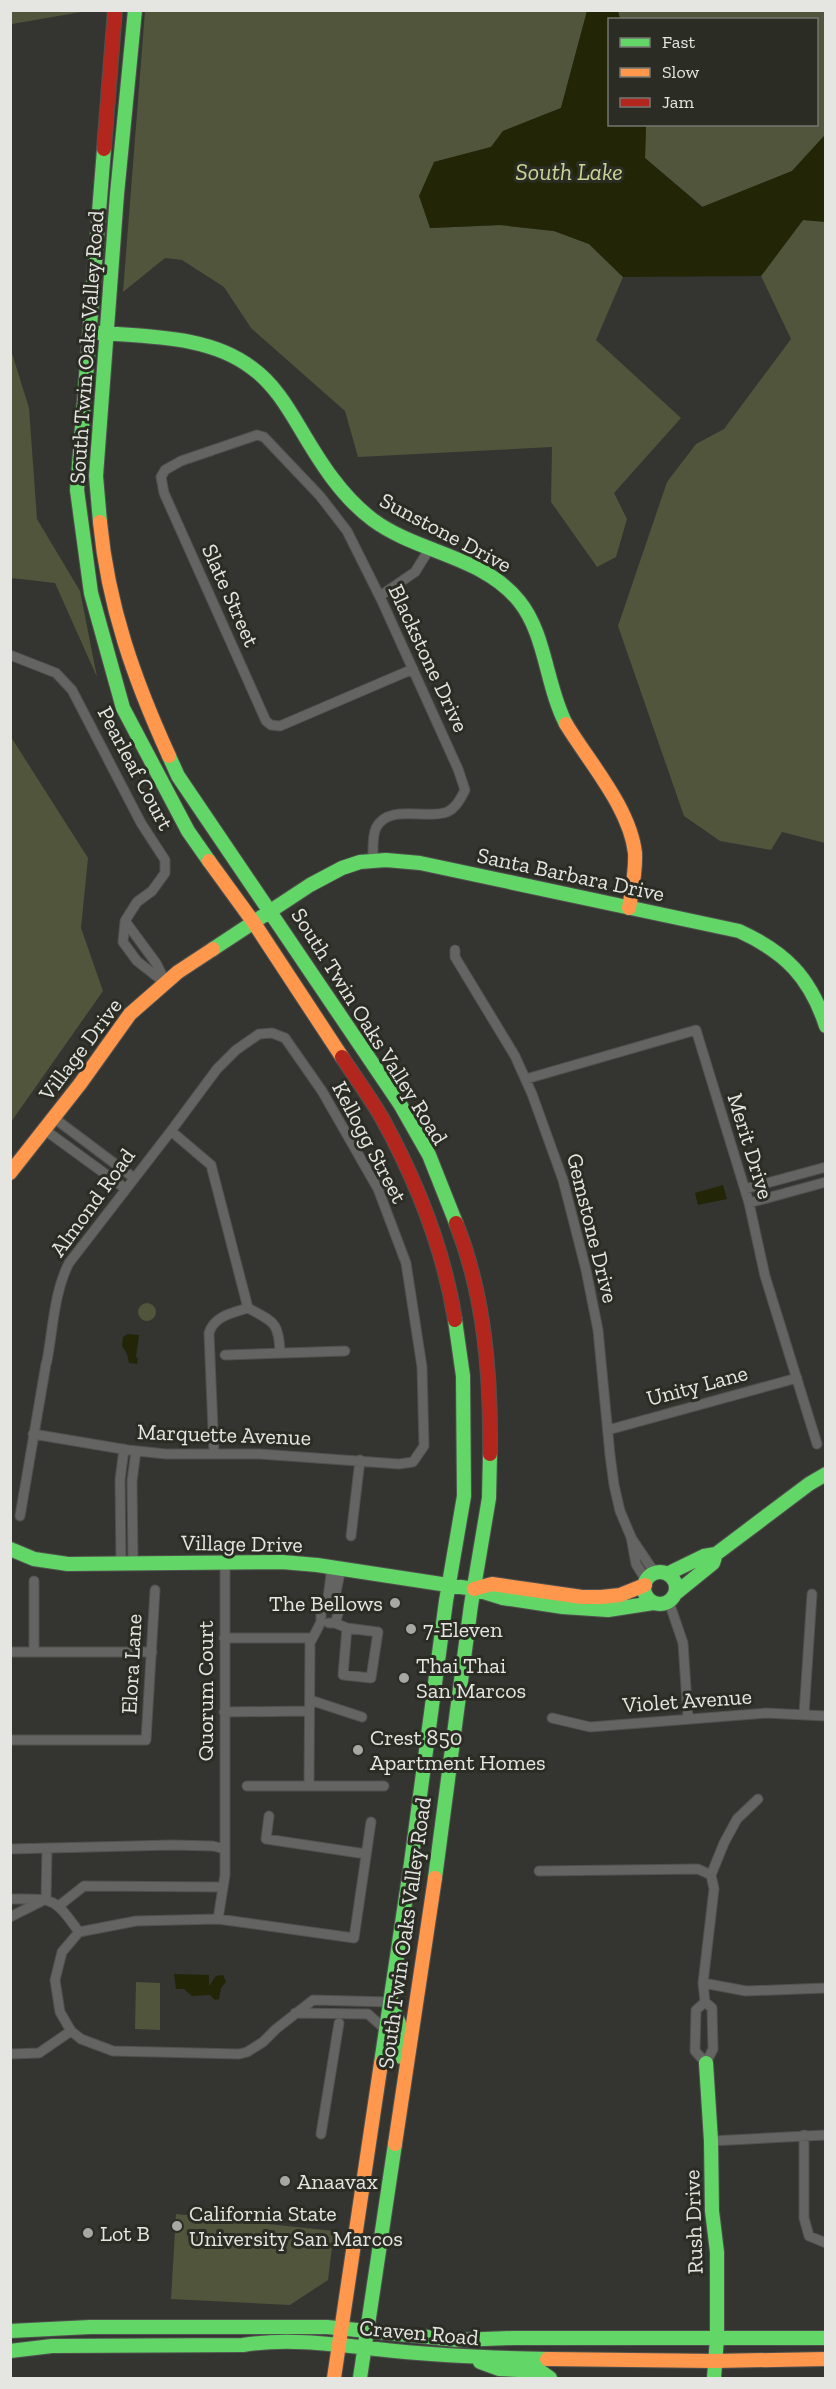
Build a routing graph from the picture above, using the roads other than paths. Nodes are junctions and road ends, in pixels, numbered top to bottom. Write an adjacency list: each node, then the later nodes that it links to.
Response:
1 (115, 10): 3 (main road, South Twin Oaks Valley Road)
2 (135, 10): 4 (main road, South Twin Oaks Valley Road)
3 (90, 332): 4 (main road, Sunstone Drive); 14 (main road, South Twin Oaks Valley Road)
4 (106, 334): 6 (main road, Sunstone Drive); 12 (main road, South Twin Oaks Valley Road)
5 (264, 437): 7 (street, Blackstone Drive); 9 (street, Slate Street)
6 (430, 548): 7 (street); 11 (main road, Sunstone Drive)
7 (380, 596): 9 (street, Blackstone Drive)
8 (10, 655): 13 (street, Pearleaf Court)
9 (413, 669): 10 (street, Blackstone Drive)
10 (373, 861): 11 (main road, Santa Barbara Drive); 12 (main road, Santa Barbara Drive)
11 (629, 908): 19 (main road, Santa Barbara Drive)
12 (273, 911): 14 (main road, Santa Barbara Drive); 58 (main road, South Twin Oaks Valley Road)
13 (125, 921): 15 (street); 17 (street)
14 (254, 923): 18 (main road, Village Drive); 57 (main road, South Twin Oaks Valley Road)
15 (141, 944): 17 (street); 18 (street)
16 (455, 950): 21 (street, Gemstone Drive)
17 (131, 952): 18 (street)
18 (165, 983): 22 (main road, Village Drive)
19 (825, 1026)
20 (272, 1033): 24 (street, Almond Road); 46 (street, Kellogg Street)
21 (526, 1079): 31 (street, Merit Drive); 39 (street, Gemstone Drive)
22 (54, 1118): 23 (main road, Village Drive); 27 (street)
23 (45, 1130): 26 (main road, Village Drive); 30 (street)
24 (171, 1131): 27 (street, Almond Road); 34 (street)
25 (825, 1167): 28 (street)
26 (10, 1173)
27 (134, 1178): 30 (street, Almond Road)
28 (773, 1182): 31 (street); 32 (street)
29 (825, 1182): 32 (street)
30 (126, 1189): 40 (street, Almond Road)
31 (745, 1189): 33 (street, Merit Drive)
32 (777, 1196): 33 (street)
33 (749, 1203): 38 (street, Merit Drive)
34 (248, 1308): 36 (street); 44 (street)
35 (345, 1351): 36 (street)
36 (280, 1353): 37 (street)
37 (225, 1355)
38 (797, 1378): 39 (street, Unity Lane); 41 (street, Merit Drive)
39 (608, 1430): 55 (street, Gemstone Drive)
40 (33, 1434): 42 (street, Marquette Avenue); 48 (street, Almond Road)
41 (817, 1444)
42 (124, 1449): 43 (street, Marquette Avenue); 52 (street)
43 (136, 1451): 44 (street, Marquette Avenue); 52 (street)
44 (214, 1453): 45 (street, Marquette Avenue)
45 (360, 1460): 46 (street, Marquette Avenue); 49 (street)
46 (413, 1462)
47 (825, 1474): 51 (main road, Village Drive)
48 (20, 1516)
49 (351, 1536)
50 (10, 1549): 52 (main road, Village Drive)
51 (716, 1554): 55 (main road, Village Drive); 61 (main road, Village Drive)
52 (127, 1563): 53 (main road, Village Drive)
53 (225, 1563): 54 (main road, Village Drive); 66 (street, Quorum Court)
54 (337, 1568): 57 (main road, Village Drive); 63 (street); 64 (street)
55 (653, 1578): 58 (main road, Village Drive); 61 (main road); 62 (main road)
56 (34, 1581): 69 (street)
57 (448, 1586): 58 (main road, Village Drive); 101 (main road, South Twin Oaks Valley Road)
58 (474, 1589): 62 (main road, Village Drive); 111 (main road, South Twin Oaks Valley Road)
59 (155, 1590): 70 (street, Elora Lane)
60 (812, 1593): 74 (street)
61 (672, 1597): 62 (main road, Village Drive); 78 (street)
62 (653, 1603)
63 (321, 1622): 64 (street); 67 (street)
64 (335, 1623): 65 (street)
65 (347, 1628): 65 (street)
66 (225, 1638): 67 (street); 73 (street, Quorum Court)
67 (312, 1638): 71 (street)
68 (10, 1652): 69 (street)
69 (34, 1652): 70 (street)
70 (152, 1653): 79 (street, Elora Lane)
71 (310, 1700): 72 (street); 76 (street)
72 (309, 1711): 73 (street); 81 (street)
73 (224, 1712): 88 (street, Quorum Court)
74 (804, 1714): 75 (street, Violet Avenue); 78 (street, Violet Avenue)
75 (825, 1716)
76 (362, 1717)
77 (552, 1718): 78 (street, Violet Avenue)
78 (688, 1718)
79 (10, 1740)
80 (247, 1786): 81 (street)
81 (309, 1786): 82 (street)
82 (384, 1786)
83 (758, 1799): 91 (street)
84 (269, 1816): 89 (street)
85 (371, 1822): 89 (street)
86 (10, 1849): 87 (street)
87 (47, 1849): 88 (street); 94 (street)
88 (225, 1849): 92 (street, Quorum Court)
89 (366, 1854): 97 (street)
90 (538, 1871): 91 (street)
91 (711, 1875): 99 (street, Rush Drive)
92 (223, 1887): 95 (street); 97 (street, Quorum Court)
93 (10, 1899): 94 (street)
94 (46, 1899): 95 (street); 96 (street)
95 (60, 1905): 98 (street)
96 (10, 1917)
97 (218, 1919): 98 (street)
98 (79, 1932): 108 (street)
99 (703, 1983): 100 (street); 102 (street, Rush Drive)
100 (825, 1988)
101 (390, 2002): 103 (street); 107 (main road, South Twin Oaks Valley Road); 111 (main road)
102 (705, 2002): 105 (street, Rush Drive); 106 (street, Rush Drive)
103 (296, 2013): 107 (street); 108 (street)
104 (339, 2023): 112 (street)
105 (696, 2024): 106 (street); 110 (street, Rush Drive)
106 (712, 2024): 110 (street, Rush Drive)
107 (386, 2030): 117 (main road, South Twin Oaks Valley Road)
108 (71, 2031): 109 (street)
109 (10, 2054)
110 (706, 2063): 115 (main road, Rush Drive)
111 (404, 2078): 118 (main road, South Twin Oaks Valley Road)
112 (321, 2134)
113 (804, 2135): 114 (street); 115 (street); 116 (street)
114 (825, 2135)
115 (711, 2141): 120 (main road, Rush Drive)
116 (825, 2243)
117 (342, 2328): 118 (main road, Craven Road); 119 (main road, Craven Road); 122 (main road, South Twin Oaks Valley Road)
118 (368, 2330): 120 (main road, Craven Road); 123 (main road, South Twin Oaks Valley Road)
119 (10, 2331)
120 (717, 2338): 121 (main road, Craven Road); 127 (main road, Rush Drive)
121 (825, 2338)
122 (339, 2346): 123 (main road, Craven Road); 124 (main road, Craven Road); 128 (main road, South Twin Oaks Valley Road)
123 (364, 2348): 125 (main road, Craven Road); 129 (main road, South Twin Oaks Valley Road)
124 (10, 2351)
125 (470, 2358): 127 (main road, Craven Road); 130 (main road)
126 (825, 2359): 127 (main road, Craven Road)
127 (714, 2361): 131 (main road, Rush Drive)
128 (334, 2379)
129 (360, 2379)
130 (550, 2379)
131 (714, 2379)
————
Directions for this task: Lines that contain "Violet" should be pulled from the entries above and reported.

Exercise output:
74 (804, 1714): 75 (street, Violet Avenue); 78 (street, Violet Avenue)
77 (552, 1718): 78 (street, Violet Avenue)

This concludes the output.